The Candid Few

So, The Candid Few’s new full-length, In a Different Place, is definitely an unusual amalgam of styles—a funky, in-the-pocket rhythm section, a dramatic rock guitarist, and a sensitive-guy soul vocalist—but despite some interesting moments, it doesn’t quite come together. Part of the problem is the mix of the record; it often sounds like the four band members are literally In a Different Place from one another. The vocals and guitar solos are way too far out front, and the rootsy contributions of the rhythm players, particularly drummer Dominic Kelly, are sometimes buried too deep to blossom.

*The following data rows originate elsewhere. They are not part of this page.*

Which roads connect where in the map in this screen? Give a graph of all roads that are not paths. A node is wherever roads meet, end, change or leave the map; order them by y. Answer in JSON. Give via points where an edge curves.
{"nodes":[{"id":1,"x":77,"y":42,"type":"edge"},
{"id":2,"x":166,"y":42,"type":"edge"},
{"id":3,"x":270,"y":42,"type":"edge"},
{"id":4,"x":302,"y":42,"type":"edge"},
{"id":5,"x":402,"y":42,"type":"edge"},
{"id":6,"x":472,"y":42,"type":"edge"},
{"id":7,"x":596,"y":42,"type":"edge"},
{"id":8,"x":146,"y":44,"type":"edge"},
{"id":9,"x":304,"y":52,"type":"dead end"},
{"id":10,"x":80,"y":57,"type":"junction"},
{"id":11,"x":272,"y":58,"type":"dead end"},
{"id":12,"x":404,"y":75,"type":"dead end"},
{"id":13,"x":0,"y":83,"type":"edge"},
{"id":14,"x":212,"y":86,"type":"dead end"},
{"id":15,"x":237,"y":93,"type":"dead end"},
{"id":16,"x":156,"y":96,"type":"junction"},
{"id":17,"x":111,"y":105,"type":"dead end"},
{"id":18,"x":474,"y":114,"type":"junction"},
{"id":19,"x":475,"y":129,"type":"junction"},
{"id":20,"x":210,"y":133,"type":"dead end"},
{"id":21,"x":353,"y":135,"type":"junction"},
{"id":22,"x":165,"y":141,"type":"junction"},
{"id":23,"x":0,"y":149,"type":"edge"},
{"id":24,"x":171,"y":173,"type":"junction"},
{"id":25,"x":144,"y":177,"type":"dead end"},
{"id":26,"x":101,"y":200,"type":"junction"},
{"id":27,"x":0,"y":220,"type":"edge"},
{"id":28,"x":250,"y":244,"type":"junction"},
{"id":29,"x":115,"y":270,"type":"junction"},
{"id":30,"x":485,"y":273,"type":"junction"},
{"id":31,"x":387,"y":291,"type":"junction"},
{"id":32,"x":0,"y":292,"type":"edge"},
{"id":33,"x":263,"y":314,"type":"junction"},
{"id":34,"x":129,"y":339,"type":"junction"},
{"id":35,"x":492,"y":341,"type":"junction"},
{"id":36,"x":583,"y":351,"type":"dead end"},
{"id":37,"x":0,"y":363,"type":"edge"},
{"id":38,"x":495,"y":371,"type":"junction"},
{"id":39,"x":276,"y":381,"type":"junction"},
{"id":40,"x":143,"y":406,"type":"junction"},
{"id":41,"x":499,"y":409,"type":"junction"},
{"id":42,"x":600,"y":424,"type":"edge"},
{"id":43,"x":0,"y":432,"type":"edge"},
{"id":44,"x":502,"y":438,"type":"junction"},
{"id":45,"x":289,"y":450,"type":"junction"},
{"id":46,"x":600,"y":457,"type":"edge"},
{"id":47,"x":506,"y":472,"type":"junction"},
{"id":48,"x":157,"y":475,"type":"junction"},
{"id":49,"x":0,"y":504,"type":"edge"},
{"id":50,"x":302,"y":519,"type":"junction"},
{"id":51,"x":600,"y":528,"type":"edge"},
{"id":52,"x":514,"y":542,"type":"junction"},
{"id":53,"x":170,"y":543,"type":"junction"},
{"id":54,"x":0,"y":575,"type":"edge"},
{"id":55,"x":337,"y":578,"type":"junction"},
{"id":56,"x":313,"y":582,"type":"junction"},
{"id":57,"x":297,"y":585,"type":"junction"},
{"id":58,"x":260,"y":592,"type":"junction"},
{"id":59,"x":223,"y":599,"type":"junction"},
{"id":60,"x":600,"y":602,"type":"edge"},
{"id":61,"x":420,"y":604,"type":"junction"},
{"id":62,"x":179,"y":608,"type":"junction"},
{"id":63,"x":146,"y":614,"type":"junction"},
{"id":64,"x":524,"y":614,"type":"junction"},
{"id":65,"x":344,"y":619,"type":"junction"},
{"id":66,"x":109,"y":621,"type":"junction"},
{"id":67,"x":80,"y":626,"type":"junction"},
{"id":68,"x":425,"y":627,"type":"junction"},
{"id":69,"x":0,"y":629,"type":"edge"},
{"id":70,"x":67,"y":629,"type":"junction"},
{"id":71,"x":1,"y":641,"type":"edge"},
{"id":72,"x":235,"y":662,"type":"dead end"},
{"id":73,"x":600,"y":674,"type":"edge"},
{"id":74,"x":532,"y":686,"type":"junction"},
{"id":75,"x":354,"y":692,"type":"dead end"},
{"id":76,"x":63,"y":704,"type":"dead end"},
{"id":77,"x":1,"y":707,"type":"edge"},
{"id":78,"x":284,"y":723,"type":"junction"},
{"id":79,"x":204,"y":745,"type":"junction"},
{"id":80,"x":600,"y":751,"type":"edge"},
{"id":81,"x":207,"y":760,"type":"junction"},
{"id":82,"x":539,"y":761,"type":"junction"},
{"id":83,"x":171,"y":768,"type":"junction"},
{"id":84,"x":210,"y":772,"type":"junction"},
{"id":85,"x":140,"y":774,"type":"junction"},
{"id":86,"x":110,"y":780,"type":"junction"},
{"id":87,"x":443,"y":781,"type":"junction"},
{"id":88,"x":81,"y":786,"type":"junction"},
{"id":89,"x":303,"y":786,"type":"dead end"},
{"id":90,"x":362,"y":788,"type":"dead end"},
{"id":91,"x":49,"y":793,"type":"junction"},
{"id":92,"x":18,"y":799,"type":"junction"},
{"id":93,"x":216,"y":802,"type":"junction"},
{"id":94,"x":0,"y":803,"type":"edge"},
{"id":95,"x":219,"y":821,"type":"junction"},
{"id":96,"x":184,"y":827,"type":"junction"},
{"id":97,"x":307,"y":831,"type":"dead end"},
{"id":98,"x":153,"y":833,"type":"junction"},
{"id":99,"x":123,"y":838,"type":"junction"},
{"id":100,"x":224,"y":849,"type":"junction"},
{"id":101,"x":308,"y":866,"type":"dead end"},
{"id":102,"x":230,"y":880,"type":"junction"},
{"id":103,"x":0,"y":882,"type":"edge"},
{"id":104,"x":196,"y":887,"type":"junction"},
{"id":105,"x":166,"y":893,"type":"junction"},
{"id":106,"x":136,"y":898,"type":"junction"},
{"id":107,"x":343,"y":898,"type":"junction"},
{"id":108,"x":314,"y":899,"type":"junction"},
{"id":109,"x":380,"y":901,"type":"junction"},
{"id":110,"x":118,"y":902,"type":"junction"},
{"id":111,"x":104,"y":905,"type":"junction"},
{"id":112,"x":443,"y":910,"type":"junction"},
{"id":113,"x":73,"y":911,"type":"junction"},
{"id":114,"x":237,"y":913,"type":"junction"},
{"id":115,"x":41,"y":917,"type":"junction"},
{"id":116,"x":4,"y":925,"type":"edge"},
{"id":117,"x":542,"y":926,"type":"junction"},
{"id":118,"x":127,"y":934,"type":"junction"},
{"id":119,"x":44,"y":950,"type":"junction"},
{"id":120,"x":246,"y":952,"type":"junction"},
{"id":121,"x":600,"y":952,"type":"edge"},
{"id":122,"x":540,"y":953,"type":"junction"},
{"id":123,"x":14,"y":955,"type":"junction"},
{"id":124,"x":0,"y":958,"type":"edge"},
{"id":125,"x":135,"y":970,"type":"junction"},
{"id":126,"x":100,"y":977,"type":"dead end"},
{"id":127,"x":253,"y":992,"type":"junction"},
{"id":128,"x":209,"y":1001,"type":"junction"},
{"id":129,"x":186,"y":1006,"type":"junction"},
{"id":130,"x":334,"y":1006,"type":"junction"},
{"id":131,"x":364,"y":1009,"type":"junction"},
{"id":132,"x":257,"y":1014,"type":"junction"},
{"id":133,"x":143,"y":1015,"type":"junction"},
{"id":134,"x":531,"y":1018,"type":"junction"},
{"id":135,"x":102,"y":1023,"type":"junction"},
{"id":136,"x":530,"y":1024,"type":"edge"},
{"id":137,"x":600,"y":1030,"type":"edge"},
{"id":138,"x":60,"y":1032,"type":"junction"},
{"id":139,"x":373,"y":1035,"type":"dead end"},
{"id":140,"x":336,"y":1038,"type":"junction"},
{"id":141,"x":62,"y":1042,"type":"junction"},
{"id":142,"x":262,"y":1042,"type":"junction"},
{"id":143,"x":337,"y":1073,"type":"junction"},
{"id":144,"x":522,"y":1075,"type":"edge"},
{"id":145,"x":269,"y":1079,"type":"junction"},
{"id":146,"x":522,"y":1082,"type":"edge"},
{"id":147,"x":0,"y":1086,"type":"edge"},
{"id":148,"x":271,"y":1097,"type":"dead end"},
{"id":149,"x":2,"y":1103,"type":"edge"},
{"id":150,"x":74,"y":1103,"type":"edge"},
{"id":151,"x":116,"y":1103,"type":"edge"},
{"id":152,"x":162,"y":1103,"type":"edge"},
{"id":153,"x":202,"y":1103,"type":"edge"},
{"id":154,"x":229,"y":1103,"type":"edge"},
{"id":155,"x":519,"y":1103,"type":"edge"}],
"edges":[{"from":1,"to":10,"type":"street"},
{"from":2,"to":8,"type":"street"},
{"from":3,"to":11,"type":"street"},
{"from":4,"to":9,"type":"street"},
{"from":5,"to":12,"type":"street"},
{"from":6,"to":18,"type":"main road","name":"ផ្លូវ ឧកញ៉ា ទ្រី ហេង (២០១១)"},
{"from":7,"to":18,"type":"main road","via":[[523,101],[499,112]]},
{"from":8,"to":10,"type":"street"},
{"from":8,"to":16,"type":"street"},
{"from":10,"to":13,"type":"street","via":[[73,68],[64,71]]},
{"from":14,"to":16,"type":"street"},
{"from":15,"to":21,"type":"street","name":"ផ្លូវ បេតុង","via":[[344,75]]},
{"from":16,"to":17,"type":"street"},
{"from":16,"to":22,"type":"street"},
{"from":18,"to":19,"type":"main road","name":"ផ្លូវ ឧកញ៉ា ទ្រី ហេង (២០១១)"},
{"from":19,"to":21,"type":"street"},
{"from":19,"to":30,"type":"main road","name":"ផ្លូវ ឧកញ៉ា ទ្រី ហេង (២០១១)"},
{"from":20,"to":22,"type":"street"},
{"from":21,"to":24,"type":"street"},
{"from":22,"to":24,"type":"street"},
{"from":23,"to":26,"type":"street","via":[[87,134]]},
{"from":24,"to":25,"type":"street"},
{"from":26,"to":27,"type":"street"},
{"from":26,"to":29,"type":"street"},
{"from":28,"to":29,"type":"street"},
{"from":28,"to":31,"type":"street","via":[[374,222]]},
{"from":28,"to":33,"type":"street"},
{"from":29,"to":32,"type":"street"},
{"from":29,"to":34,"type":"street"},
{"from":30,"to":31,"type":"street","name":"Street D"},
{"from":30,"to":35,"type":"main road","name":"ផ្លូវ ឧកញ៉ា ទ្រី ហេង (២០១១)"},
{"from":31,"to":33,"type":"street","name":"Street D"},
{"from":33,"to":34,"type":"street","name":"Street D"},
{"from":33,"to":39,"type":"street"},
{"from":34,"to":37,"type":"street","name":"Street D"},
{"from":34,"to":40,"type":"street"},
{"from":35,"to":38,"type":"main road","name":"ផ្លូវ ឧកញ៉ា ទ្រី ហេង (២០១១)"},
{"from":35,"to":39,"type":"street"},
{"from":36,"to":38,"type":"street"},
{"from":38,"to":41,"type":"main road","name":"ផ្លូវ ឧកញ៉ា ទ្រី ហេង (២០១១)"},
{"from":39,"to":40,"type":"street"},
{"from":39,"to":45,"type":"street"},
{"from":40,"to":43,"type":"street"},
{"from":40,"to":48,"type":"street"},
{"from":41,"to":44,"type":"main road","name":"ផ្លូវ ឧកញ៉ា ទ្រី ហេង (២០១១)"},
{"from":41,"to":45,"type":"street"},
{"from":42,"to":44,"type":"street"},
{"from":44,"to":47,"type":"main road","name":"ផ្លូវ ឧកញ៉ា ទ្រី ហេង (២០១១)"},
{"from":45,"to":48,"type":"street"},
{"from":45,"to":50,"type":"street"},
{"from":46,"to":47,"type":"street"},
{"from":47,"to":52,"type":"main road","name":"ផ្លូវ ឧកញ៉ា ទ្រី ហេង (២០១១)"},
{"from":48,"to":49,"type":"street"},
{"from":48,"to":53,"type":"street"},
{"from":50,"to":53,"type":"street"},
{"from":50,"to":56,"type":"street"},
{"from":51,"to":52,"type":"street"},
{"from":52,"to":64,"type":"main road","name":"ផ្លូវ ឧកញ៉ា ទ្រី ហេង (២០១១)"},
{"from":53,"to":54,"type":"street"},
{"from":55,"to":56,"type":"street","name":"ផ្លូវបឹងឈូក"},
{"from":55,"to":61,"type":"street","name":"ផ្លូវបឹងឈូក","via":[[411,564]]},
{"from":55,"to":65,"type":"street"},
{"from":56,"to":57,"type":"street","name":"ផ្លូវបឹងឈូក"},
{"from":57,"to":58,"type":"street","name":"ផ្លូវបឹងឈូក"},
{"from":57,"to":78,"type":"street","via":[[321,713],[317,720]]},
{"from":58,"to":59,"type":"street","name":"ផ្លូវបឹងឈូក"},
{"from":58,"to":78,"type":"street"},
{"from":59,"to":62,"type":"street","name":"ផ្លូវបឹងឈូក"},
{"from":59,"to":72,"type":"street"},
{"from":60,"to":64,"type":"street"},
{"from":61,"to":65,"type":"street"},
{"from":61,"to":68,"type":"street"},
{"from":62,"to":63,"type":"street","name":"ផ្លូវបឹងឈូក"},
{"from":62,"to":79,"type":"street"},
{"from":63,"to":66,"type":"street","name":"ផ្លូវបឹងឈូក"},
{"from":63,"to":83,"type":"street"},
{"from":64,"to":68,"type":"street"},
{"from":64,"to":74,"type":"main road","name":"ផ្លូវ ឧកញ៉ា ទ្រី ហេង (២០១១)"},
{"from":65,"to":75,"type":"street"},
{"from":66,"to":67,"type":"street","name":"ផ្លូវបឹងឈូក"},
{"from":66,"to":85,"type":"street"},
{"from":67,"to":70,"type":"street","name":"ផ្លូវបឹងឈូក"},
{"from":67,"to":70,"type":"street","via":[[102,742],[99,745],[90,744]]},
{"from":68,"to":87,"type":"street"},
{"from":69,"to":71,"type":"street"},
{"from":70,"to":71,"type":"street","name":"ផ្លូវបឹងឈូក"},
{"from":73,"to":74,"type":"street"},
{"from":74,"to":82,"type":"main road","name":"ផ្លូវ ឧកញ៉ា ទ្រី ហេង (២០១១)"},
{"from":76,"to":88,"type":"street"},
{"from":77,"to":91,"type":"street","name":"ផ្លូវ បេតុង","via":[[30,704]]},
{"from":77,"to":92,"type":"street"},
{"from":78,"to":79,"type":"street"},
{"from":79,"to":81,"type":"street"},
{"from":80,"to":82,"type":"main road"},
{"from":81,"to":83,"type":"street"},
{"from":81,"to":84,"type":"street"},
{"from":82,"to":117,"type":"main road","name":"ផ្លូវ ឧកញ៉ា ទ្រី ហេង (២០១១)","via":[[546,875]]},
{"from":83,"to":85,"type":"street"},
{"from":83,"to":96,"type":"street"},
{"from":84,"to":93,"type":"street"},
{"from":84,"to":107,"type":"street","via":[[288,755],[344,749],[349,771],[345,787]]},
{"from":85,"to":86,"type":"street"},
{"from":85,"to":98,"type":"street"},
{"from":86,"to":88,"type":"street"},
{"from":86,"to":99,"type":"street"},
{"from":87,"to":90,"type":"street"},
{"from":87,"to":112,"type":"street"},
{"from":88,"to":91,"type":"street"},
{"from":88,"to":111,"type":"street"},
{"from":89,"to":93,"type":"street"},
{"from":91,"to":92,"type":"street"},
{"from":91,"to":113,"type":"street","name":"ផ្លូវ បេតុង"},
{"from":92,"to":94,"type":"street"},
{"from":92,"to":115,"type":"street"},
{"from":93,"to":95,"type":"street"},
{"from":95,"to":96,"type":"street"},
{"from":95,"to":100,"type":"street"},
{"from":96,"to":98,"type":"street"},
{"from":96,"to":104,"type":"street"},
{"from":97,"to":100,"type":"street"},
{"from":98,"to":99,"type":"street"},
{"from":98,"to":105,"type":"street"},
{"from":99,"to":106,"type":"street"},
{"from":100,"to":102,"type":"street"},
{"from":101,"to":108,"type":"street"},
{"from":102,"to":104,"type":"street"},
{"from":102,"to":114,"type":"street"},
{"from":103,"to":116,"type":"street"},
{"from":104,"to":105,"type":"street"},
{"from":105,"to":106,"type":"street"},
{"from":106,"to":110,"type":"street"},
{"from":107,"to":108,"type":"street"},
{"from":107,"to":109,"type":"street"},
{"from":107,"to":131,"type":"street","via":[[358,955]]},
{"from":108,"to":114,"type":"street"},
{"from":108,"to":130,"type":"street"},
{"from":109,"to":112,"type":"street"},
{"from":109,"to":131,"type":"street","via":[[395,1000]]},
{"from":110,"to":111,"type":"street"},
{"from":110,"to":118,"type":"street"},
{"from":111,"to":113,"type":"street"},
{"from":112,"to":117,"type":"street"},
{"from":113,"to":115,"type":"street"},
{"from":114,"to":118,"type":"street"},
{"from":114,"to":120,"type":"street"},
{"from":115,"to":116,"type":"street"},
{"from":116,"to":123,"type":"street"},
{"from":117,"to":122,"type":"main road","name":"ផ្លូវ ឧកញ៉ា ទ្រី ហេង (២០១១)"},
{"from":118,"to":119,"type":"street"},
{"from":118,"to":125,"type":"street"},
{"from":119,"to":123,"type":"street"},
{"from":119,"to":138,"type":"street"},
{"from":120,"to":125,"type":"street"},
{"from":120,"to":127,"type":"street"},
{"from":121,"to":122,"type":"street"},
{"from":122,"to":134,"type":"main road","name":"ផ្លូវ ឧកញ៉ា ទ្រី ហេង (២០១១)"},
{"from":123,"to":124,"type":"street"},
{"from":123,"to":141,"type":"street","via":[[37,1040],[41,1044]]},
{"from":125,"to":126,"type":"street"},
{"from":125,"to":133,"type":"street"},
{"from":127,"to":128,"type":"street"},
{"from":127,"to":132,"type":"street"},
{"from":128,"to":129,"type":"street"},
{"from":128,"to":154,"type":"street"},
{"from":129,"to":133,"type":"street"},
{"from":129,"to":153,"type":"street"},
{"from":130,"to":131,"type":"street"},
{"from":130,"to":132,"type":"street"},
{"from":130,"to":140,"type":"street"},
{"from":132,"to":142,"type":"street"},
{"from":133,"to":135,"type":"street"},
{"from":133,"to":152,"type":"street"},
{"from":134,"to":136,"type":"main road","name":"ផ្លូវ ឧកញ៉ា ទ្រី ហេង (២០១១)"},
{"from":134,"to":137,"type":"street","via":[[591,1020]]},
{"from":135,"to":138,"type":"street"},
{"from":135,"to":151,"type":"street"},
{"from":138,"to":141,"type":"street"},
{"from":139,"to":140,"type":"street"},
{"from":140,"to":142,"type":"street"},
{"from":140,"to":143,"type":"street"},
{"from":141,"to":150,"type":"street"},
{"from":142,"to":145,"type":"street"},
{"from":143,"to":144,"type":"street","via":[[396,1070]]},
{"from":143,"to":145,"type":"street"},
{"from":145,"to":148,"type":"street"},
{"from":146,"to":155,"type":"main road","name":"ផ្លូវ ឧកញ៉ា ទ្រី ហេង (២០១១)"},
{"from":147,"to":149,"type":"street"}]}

Guitarist Josh Skroch’s solos sometimes sound like those of Pearl Jam’s Mike McCready—in other words, like a ’90s alt-rocker copping Hendrix licks. They’re a little melodramatic, but sometimes interesting. The bigger problem is with rhythm guitar playing. He uses a lot of those “jazzy” chords with extra notes, sevenths and ninths or whatever, which stick out like sore thumbs. Those kinds of chords have their place, but why use a laser when a shotgun will do the job?

Vocalist Joel Primus sometimes sounds like Stevie Wonder, and other times sounds like he’s trying to sound like Stevie Wonder. His voice is as smooth as a baby’s bottom—though that’s not something I necessarily want to listen to—but he lacks the dynamism needed to convey soul, that rare ability to go seamlessly from whisper to howl. But again, on record, that lack of dynamic range might partly be the fault of the mix.

The Candid Few has an unusual, intriguing sound, but it doesn’t gel on In a Different Place. The sound is almost there—all it needs is a better, rhythm-oriented production, a more nuanced vocal style, and a stripped-down approach to songwriting.